_What you need to do_: All entries must be given again in full, exactly as they were supplied.

_Records for processing_:
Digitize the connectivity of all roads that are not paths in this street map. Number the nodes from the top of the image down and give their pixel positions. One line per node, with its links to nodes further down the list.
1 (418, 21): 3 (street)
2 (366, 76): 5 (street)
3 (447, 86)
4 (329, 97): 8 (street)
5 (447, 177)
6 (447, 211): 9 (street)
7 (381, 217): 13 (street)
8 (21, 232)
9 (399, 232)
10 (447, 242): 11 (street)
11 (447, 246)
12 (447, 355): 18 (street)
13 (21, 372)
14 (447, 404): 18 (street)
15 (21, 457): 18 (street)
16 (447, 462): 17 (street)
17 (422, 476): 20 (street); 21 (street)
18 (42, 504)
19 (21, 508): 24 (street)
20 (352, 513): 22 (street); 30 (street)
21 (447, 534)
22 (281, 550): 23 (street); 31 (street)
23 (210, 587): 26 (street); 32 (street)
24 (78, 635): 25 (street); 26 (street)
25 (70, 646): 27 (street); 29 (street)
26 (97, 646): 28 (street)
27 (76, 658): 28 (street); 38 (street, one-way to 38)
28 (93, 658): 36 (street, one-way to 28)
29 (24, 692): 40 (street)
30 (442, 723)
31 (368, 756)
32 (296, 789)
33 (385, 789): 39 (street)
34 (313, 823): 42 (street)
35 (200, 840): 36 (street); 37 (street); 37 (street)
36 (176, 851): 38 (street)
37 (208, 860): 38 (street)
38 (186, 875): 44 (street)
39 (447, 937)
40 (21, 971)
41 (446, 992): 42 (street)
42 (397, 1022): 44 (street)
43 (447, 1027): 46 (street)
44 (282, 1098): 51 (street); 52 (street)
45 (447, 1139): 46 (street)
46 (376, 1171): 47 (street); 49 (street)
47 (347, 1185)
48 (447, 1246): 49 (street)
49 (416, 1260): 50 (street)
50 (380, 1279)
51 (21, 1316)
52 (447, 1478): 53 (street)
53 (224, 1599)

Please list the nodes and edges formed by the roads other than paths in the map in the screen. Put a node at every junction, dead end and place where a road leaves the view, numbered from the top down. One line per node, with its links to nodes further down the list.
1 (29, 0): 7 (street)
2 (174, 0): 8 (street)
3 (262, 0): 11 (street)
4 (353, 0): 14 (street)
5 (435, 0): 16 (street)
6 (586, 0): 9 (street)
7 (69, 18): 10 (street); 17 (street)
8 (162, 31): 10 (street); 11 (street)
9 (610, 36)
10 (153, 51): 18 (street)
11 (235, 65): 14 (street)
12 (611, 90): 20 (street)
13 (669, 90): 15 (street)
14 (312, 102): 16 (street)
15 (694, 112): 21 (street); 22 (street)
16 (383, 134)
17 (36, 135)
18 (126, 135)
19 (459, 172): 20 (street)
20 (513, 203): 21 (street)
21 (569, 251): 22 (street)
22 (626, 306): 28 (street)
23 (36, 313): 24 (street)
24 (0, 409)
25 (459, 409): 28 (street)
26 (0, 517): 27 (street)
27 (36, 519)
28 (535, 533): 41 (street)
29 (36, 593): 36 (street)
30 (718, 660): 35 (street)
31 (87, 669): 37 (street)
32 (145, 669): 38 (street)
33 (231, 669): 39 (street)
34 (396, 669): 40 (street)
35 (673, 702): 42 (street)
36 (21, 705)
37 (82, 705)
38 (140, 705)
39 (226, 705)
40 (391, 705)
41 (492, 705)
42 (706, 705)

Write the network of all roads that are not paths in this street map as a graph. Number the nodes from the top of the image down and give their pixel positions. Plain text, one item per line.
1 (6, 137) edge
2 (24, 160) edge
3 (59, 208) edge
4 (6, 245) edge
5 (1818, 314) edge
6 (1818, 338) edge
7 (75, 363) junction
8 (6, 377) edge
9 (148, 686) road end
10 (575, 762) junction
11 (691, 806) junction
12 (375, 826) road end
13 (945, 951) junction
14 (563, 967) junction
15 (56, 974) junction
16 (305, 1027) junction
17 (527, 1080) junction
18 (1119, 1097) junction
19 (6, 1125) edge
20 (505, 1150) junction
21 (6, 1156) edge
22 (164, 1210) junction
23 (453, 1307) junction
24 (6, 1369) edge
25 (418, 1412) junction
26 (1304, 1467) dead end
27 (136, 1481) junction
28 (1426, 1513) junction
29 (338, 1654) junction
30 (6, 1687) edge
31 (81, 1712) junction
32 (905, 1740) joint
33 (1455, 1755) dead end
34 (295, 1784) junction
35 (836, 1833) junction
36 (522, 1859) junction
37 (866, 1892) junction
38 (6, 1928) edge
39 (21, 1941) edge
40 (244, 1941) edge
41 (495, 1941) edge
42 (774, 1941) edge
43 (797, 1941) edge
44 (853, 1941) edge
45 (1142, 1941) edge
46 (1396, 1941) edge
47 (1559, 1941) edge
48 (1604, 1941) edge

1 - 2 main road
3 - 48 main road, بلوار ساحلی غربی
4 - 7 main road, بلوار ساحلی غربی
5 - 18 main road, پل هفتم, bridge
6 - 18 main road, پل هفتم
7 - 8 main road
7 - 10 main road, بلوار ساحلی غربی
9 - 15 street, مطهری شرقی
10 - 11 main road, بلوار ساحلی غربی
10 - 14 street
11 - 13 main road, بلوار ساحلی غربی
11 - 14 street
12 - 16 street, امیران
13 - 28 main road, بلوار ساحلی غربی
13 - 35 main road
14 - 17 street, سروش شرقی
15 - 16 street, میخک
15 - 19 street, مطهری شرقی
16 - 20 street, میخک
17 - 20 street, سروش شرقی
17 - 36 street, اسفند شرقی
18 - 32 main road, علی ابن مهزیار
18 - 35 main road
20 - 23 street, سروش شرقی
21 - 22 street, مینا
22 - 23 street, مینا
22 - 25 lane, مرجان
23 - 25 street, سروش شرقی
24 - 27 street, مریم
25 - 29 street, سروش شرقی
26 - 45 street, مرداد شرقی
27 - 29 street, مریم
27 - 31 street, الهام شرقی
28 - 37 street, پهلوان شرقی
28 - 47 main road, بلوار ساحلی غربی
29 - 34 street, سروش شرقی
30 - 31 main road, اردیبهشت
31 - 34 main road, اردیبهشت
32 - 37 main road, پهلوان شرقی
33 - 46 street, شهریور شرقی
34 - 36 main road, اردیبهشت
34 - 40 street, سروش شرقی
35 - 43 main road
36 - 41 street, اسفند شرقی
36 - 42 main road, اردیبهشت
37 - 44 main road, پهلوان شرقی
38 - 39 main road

_Task output_:
Digitize the connectivity of all roads that are not paths in this street map. Number the nodes from the top of the image down and give their pixel positions. One line per node, with its links to nodes further down the list.
1 (418, 21): 3 (street)
2 (366, 76): 5 (street)
3 (447, 86)
4 (329, 97): 8 (street)
5 (447, 177)
6 (447, 211): 9 (street)
7 (381, 217): 13 (street)
8 (21, 232)
9 (399, 232)
10 (447, 242): 11 (street)
11 (447, 246)
12 (447, 355): 18 (street)
13 (21, 372)
14 (447, 404): 18 (street)
15 (21, 457): 18 (street)
16 (447, 462): 17 (street)
17 (422, 476): 20 (street); 21 (street)
18 (42, 504)
19 (21, 508): 24 (street)
20 (352, 513): 22 (street); 30 (street)
21 (447, 534)
22 (281, 550): 23 (street); 31 (street)
23 (210, 587): 26 (street); 32 (street)
24 (78, 635): 25 (street); 26 (street)
25 (70, 646): 27 (street); 29 (street)
26 (97, 646): 28 (street)
27 (76, 658): 28 (street); 38 (street, one-way to 38)
28 (93, 658): 36 (street, one-way to 28)
29 (24, 692): 40 (street)
30 (442, 723)
31 (368, 756)
32 (296, 789)
33 (385, 789): 39 (street)
34 (313, 823): 42 (street)
35 (200, 840): 36 (street); 37 (street); 37 (street)
36 (176, 851): 38 (street)
37 (208, 860): 38 (street)
38 (186, 875): 44 (street)
39 (447, 937)
40 (21, 971)
41 (446, 992): 42 (street)
42 (397, 1022): 44 (street)
43 (447, 1027): 46 (street)
44 (282, 1098): 51 (street); 52 (street)
45 (447, 1139): 46 (street)
46 (376, 1171): 47 (street); 49 (street)
47 (347, 1185)
48 (447, 1246): 49 (street)
49 (416, 1260): 50 (street)
50 (380, 1279)
51 (21, 1316)
52 (447, 1478): 53 (street)
53 (224, 1599)

Please list the nodes and edges formed by the roads other than paths in the map in the screen. Put a node at every junction, dead end and place where a road leaves the view, numbered from the top down. One line per node, with its links to nodes further down the list.
1 (29, 0): 7 (street)
2 (174, 0): 8 (street)
3 (262, 0): 11 (street)
4 (353, 0): 14 (street)
5 (435, 0): 16 (street)
6 (586, 0): 9 (street)
7 (69, 18): 10 (street); 17 (street)
8 (162, 31): 10 (street); 11 (street)
9 (610, 36)
10 (153, 51): 18 (street)
11 (235, 65): 14 (street)
12 (611, 90): 20 (street)
13 (669, 90): 15 (street)
14 (312, 102): 16 (street)
15 (694, 112): 21 (street); 22 (street)
16 (383, 134)
17 (36, 135)
18 (126, 135)
19 (459, 172): 20 (street)
20 (513, 203): 21 (street)
21 (569, 251): 22 (street)
22 (626, 306): 28 (street)
23 (36, 313): 24 (street)
24 (0, 409)
25 (459, 409): 28 (street)
26 (0, 517): 27 (street)
27 (36, 519)
28 (535, 533): 41 (street)
29 (36, 593): 36 (street)
30 (718, 660): 35 (street)
31 (87, 669): 37 (street)
32 (145, 669): 38 (street)
33 (231, 669): 39 (street)
34 (396, 669): 40 (street)
35 (673, 702): 42 (street)
36 (21, 705)
37 (82, 705)
38 (140, 705)
39 (226, 705)
40 (391, 705)
41 (492, 705)
42 (706, 705)

Write the network of all roads that are not paths in this street map as a graph. Number the nodes from the top of the image down and give their pixel positions. Plain text, one item per line.
1 (6, 137) edge
2 (24, 160) edge
3 (59, 208) edge
4 (6, 245) edge
5 (1818, 314) edge
6 (1818, 338) edge
7 (75, 363) junction
8 (6, 377) edge
9 (148, 686) road end
10 (575, 762) junction
11 (691, 806) junction
12 (375, 826) road end
13 (945, 951) junction
14 (563, 967) junction
15 (56, 974) junction
16 (305, 1027) junction
17 (527, 1080) junction
18 (1119, 1097) junction
19 (6, 1125) edge
20 (505, 1150) junction
21 (6, 1156) edge
22 (164, 1210) junction
23 (453, 1307) junction
24 (6, 1369) edge
25 (418, 1412) junction
26 (1304, 1467) dead end
27 (136, 1481) junction
28 (1426, 1513) junction
29 (338, 1654) junction
30 (6, 1687) edge
31 (81, 1712) junction
32 (905, 1740) joint
33 (1455, 1755) dead end
34 (295, 1784) junction
35 (836, 1833) junction
36 (522, 1859) junction
37 (866, 1892) junction
38 (6, 1928) edge
39 (21, 1941) edge
40 (244, 1941) edge
41 (495, 1941) edge
42 (774, 1941) edge
43 (797, 1941) edge
44 (853, 1941) edge
45 (1142, 1941) edge
46 (1396, 1941) edge
47 (1559, 1941) edge
48 (1604, 1941) edge

1 - 2 main road
3 - 48 main road, بلوار ساحلی غربی
4 - 7 main road, بلوار ساحلی غربی
5 - 18 main road, پل هفتم, bridge
6 - 18 main road, پل هفتم
7 - 8 main road
7 - 10 main road, بلوار ساحلی غربی
9 - 15 street, مطهری شرقی
10 - 11 main road, بلوار ساحلی غربی
10 - 14 street
11 - 13 main road, بلوار ساحلی غربی
11 - 14 street
12 - 16 street, امیران
13 - 28 main road, بلوار ساحلی غربی
13 - 35 main road
14 - 17 street, سروش شرقی
15 - 16 street, میخک
15 - 19 street, مطهری شرقی
16 - 20 street, میخک
17 - 20 street, سروش شرقی
17 - 36 street, اسفند شرقی
18 - 32 main road, علی ابن مهزیار
18 - 35 main road
20 - 23 street, سروش شرقی
21 - 22 street, مینا
22 - 23 street, مینا
22 - 25 lane, مرجان
23 - 25 street, سروش شرقی
24 - 27 street, مریم
25 - 29 street, سروش شرقی
26 - 45 street, مرداد شرقی
27 - 29 street, مریم
27 - 31 street, الهام شرقی
28 - 37 street, پهلوان شرقی
28 - 47 main road, بلوار ساحلی غربی
29 - 34 street, سروش شرقی
30 - 31 main road, اردیبهشت
31 - 34 main road, اردیبهشت
32 - 37 main road, پهلوان شرقی
33 - 46 street, شهریور شرقی
34 - 36 main road, اردیبهشت
34 - 40 street, سروش شرقی
35 - 43 main road
36 - 41 street, اسفند شرقی
36 - 42 main road, اردیبهشت
37 - 44 main road, پهلوان شرقی
38 - 39 main road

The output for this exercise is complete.